Keywords: motor activity, environment design, retirement, social environment, ecological model, walking

1. Introduction

Promoting physical activity (PA) in mid-older aged adults (55–65 years) is critical to prevent chronic diseases and ensure good quality of life and independent living in older age [1]. Mid-older age may be considered a critical time period for the maintenance or development of PA behaviors since transitional life events (e.g., retirement and children leaving the house) may alter daily routines and habits [2] resulting in additional leisure-time and increased opportunities for recreational PA. Temporary increases in PA have been shown to occur immediately after retirement [3,4]; however, at least 30% of mid-older aged adults living in Westernized countries do not meet the recommended 150 min of moderate- to vigorous-intensity physical activity (MVPA) per week [5].

Socio-ecological models posit that recreational PA is determined by the interaction between the individual and his/her physical and social surroundings. Recreational PA takes place in numerous settings including parks and neighborhood streets, which provide low-cost environments in which to be active. Neighborhoods with easily accessible high-quality parks and supportive physical (e.g., well-maintained walking paths) and social (e.g., positive social trust and cohesion) characteristics are hypothesized to stimulate recreational PA [6]. A recent study among 22- to 65-year-old British adults showed those visiting local green spaces once a week had four times higher odds of being sufficiently physically active compared to those never visiting green spaces [7]. Similarly, among an Australian sample of adults (mean age 56 years), each additional park visit per week was associated with 26% greater odds of engaging in high amounts of leisure-time walking and 11% greater odds of engaging in MVPA [8].

However, several reviews have concluded that knowledge about the relationships between park characteristics and recreational PA among adults and older adults is inconclusive [9,10,11,12]. A study on the relationships of neighborhood open spaces (typically parks) among Australian adults (mean age = 42 years) found availability of an attractive open space to be positively associated with engagement in any recreational walking and meeting MVPA-guidelines by means of recreational walking [13]. In a recent study among Australian and US women (mean age = 34 and 50 years, respectively), the objectively-measured number of parks within 1600 m from home was positively related to meeting MVPA-guidelines among Australian, but not US women. Furthermore, in the same study, distance to the closest park and area of parks within 1600 m from home were not related to women’s MVPA [14]. Importantly, none of these studies focused specifically on mid-older aged adults.

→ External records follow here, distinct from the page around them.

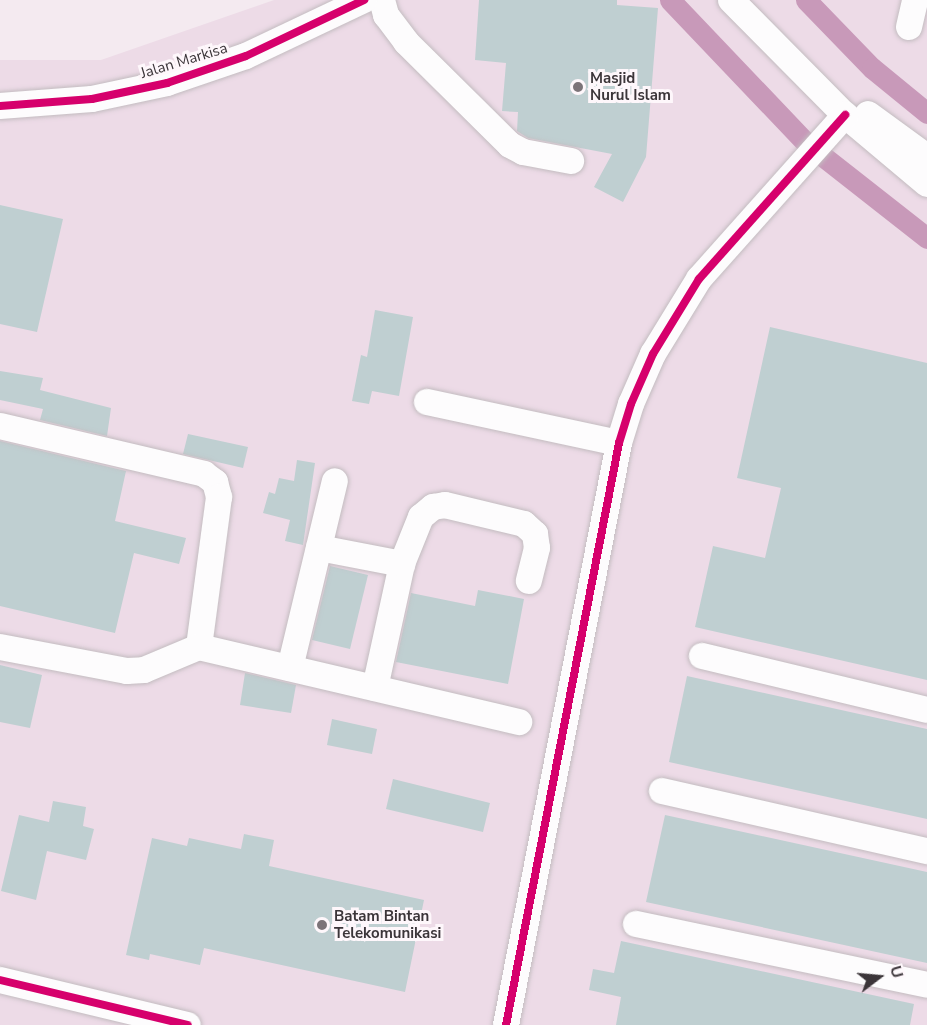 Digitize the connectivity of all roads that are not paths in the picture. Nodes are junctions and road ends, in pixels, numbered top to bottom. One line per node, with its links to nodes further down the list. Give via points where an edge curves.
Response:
1 (364, 0): 7 (street, Jalan Markisa, via 246,56 167,83 92,99)
2 (382, 0): 10 (street, via 386,15 406,42 510,145 523,152)
3 (731, 0): 8 (street)
4 (753, 0): 9 (street, via 856,106)
5 (915, 0): 6 (street)
6 (909, 27)
7 (0, 106)
8 (845, 115): 11 (street); 14 (street, via 699,279 653,354)
9 (927, 157)
10 (571, 161)
11 (927, 184)
12 (428, 402): 14 (street)
13 (0, 426): 20 (street, via 204,474 215,482 219,497)
14 (619, 443): 33 (street)
15 (335, 481): 16 (street)
16 (319, 548): 17 (street); 22 (street)
17 (402, 564): 18 (street, via 421,518 433,507 446,505 524,524 535,534); 23 (street)
18 (529, 581)
19 (0, 647): 20 (street, via 127,671 144,670)
20 (199, 647): 22 (street)
21 (702, 656): 24 (street)
22 (290, 668): 23 (street)
23 (375, 688): 25 (street)
24 (927, 710)
25 (519, 722)
26 (662, 791): 27 (street)
27 (927, 851)
28 (636, 924): 30 (street)
29 (0, 981): 31 (street)
30 (927, 985)
31 (141, 1020): 32 (street)
32 (188, 1025)
33 (506, 1025)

One possible explanation for the mixed findings on the relationship between park proximity and recreational PA may be that park proximity might not relate to recreational PA in all population subgroups or all neighborhood environments. For example, in a previous analysis using data from the current study, we found that non-retired mid-older aged adults who reported living near a park were more likely to participate in recreational walking, whereas no such relationship was observed in retired participants [15]. We observed no such moderating effects for gender, education level, functional limitations and area of residence (urban versus rural). In addition to moderation by individual factors such as retirement status, the relationship between park proximity and recreational PA may depend on physical and social environmental factors. For example, mid-older aged adults might live near a park but not visit the park to be physically active because they perceive the park to be of poor quality or the surrounding neighborhood to be unsafe, they do not trust their neighbors, or perceive the route to the park as hazardous to walk. Although interaction effects between environmental factors are a central premise of socio-ecological models [6], only a limited number of studies have examined moderating effects [16]. In a study of Chinese older adults, Cerin et al. [17] found that the positive relationship between park proximity and recreational PA was stronger when the environment surrounding the park was of higher objectively-measured quality (i.e., did not contain stray animals, signs of crime/disorder, and pollution). Among US older adults, Bracy and colleagues reported the objectively-measured presence of parks to be unrelated to recreational walking. Additionally, the association was not moderated by traffic, pedestrian safety or crime safety [18]. Among Portuguese older adults, objectively-measured proximity of the nearest park was significantly positively related to recreational PA among women and this association was not moderated by objectively-measured crime [19].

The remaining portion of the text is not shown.